Si tratta dello stesso rapporto che aveva raccontato Kurt Vonnegut in Perle ai porci, romanzo del 1965 che segue la vita di Eliot Rosewater, ultimo erede di una famiglia ricchissima che decide di devolvere il suo patrimonio a scopi sociali. Il protagonista, ricoperto di attenzioni in virtù della somma di denaro che custodisce, viaggia in lungo e in largo e viene coinvolto a destra e a manca come intestatario di un grande capitale che lo rende improvvisamente influente. Un giorno, ubriaco e ingenuo, fa irruzione in un convegno per scrittori di fantascienza dove apostrofa le autrici e gli autori presenti dando loro dei fannulloni per poi, infine, scusarsi pronunciando questa frase.
“Al diavolo gli abatini di talento che descrivono squisitamente un brandello di una singola esistenza, quando i problemi sono le galassie, gli eoni e i trilioni di anime che devono ancora nascere.”
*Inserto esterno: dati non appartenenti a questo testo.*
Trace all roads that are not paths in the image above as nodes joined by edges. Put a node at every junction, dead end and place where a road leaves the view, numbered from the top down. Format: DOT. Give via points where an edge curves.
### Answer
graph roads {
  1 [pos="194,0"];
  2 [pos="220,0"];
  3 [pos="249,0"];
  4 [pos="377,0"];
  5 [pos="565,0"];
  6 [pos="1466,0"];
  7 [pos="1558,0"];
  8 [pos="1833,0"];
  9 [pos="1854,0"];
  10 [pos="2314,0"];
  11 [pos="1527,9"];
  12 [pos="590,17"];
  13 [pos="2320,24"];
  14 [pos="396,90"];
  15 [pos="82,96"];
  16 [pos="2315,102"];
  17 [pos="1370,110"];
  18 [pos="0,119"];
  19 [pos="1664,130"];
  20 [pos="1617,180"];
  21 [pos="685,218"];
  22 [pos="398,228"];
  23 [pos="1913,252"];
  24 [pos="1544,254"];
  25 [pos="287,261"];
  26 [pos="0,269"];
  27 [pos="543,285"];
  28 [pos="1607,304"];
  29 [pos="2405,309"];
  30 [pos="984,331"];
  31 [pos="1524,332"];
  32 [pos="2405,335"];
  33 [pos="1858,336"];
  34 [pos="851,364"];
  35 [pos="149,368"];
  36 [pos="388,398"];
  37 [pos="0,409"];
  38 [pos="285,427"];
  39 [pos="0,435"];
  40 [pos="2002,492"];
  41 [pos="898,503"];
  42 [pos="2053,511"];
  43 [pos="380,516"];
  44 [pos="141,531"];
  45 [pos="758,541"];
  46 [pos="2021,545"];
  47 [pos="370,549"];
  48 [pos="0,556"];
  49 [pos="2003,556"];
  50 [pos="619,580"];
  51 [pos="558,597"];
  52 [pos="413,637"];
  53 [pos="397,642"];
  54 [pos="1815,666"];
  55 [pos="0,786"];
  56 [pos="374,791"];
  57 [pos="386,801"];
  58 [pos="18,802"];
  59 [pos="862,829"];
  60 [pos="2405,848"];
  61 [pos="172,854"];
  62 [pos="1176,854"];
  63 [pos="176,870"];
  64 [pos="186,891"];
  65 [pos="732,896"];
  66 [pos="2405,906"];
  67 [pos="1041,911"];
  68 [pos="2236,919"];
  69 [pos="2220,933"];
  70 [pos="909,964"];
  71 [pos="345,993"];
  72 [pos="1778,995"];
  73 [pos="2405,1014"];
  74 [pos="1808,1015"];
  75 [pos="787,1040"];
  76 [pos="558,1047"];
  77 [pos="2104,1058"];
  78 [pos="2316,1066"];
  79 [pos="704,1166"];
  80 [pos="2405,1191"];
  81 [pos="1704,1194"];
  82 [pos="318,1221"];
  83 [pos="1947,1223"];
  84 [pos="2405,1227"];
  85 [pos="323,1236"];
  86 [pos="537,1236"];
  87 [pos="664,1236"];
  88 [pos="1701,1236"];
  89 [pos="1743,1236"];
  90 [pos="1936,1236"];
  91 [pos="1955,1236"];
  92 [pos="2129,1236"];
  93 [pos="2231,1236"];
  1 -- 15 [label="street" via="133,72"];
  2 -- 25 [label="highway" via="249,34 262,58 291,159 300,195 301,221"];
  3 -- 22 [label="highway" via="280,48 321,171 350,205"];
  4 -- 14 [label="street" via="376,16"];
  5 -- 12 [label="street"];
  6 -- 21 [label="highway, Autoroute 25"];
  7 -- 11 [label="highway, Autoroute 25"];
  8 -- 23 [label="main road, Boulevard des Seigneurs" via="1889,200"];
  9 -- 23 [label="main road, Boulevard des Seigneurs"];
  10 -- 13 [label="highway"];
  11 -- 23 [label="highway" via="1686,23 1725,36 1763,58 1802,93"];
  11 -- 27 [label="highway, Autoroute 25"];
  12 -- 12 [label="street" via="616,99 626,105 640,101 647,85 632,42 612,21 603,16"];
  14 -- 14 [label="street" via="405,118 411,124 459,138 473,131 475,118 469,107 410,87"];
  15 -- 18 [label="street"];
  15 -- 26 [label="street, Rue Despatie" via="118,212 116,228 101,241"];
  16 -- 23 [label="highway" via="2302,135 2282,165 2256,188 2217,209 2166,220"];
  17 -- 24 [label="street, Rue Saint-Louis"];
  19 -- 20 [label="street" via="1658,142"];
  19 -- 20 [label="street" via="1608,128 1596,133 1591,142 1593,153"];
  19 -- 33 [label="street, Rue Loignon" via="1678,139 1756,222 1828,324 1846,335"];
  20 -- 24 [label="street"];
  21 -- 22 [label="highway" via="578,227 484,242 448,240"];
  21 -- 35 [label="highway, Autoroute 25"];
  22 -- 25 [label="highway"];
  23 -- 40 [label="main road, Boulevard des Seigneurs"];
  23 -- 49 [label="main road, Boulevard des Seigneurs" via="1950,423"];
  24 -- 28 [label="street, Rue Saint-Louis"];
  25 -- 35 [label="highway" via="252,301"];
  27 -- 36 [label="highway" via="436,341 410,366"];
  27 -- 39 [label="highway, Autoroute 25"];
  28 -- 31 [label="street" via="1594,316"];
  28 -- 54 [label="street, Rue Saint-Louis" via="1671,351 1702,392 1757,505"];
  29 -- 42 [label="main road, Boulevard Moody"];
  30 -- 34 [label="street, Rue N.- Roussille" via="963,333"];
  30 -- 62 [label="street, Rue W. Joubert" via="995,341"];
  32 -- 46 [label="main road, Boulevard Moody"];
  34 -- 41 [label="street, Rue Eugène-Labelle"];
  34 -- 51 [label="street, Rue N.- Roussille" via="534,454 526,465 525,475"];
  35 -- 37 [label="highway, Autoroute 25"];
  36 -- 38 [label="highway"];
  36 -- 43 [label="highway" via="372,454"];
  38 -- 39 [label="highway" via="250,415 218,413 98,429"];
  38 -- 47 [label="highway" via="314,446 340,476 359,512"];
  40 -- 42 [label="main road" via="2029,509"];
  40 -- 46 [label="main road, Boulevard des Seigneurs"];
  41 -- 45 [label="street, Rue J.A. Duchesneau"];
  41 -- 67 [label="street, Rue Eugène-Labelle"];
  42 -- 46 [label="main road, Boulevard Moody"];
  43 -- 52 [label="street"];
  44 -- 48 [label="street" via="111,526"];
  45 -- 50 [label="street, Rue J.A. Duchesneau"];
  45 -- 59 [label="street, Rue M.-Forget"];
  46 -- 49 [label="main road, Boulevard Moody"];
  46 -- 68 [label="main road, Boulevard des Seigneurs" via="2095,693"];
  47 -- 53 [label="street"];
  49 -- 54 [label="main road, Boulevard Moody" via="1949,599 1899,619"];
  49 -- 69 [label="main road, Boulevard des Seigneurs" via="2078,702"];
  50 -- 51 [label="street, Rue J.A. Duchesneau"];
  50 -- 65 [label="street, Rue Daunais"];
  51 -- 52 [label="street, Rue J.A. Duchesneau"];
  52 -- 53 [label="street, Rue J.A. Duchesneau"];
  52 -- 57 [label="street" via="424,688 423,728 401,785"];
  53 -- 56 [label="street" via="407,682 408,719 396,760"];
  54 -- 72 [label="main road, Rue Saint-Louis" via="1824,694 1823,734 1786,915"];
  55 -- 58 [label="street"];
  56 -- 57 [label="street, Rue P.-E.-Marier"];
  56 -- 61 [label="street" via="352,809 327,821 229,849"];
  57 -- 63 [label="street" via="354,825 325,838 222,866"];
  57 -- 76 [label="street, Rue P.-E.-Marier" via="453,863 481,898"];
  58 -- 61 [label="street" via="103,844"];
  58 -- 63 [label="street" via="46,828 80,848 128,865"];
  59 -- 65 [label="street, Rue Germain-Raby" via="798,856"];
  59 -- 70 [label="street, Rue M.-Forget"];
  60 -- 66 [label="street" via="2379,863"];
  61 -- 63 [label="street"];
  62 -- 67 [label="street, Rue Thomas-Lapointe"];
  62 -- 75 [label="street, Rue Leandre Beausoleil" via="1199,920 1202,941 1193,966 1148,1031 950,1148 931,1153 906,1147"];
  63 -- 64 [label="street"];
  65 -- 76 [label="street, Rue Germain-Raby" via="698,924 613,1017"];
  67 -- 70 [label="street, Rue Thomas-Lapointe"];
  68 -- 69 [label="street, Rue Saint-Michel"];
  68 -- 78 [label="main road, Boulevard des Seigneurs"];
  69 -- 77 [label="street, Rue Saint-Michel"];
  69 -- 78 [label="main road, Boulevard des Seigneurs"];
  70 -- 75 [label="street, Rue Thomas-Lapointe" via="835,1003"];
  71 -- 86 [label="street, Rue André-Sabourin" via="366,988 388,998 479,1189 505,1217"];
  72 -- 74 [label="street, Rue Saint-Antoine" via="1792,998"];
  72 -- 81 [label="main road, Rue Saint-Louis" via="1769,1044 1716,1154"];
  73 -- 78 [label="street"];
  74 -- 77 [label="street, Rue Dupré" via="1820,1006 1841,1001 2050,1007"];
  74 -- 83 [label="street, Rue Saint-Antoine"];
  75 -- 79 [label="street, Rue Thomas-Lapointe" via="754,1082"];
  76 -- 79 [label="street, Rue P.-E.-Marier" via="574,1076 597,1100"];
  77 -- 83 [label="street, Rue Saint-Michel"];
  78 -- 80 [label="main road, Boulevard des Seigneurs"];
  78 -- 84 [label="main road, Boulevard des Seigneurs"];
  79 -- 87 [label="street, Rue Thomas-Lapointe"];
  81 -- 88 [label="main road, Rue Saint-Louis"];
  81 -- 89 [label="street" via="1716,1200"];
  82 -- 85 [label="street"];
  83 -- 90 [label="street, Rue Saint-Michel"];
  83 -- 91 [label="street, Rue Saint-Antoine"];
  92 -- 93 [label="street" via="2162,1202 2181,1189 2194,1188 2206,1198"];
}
Lo sguardo di Perseverance su Marte abita la contraddizione di Eliot Rosewater che, ubriaco, sacrifica “un brandello di una singola esistenza” per guardare ciò che c’è oltre l’orizzonte, conservando in quello scorcio lo spazio delle galassie, il tempo degli eoni e le storie delle anime che devono ancora nascere. Vonnegut esprime attraverso l’ebbrezza di Eliot Rosewater l’essenza della fantascienza, la capacità di saltare nevroticamente tra prospettive totale e affondi microscopici, oscillando agilmente su questo confine senza mai cadere.
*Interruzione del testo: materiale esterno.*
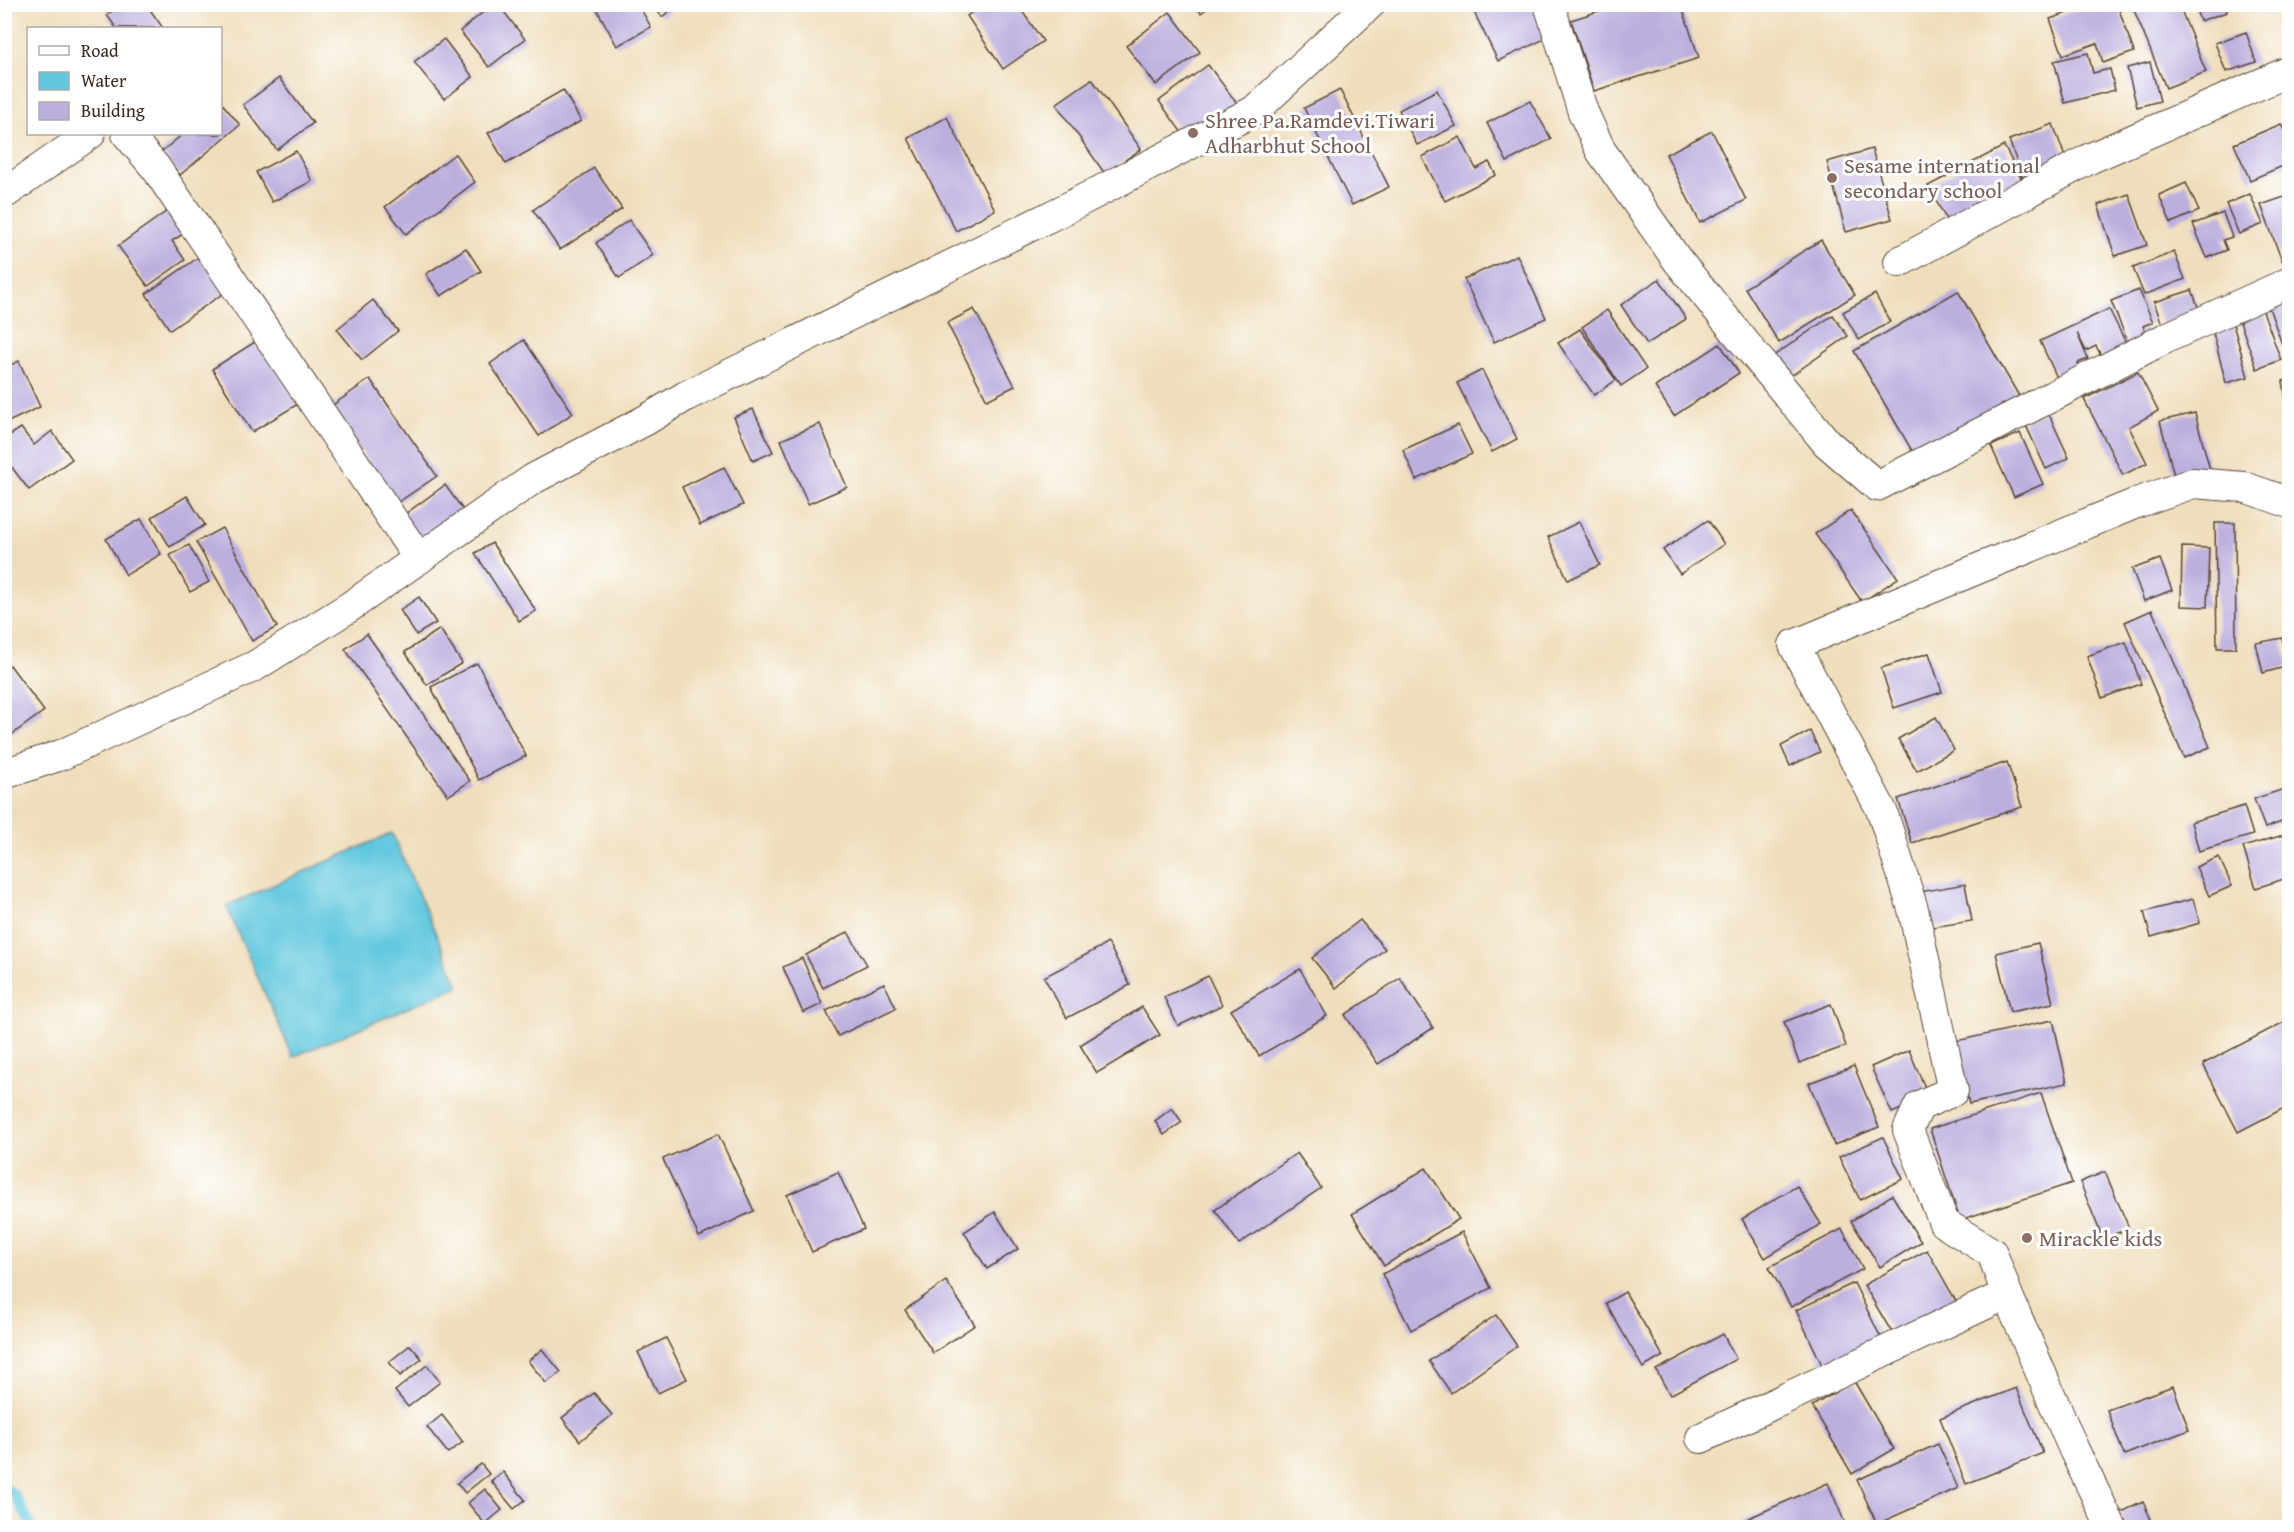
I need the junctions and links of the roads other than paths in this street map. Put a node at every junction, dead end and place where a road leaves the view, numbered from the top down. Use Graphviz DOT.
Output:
graph roads {
  1 [pos="1370,4"];
  2 [pos="1549,4"];
  3 [pos="2289,71"];
  4 [pos="89,135"];
  5 [pos="128,135"];
  6 [pos="4,194"];
  7 [pos="1899,262"];
  8 [pos="2289,282"];
  9 [pos="2289,503"];
  10 [pos="419,559"];
  11 [pos="4,774"];
  12 [pos="2007,1294"];
  13 [pos="1701,1438"];
  14 [pos="2112,1527"];
  1 -- 10 [label="street"];
  2 -- 8 [label="street"];
  3 -- 7 [label="street"];
  4 -- 6 [label="street"];
  5 -- 10 [label="street"];
  9 -- 12 [label="street"];
  10 -- 11 [label="street"];
  12 -- 13 [label="street"];
  12 -- 14 [label="street"];
}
La sfida, oggi, che il “fare cultura” ci pone davanti è proprio questa. Osservare la complessità, farla propria prima nei dettagli e poi nella sua totalità, tenere a mente tutti gli elementi dei sistemi che la compongono ed infine produrre sintesi che semplifichino senza ridurre. Come la sintesi della sguardo di Perseverance, che nella semplicità della sua manciata di sassi porta con sé le vite di tutte gli ingegneri che hanno accompagnato il rover su Marte.